╭──

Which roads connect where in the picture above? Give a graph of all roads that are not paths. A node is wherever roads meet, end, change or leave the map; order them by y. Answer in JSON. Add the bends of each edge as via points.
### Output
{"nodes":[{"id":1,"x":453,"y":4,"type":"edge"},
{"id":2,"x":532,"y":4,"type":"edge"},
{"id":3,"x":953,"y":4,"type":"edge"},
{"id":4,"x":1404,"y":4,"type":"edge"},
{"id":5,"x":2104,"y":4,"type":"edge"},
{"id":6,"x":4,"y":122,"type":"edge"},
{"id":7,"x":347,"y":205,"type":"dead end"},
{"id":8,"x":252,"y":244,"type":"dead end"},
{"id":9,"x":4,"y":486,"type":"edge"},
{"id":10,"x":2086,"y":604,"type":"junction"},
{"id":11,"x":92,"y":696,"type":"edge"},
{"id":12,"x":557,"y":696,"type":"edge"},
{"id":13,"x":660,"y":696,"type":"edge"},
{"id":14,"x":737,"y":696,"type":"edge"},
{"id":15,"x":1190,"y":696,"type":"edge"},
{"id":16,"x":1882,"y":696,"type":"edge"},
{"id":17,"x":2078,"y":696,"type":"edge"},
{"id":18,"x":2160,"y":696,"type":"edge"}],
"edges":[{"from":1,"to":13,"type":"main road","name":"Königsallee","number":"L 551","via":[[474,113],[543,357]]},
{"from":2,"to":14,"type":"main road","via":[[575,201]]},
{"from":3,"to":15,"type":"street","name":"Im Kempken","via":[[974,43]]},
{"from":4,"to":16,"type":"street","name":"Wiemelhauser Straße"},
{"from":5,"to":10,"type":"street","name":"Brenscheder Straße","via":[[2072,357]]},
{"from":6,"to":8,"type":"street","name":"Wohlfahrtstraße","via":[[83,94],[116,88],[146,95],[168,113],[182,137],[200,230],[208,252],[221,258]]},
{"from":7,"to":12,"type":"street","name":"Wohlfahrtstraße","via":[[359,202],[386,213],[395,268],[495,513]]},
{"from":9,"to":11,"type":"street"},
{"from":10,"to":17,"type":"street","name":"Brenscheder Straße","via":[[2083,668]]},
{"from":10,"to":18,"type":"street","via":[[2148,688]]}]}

╰──

◆ **Directions**:
Only the lines containing the word "dead" should be returned from the data above.

◆ **Answer space**:
{"id":7,"x":347,"y":205,"type":"dead end"},
{"id":8,"x":252,"y":244,"type":"dead end"},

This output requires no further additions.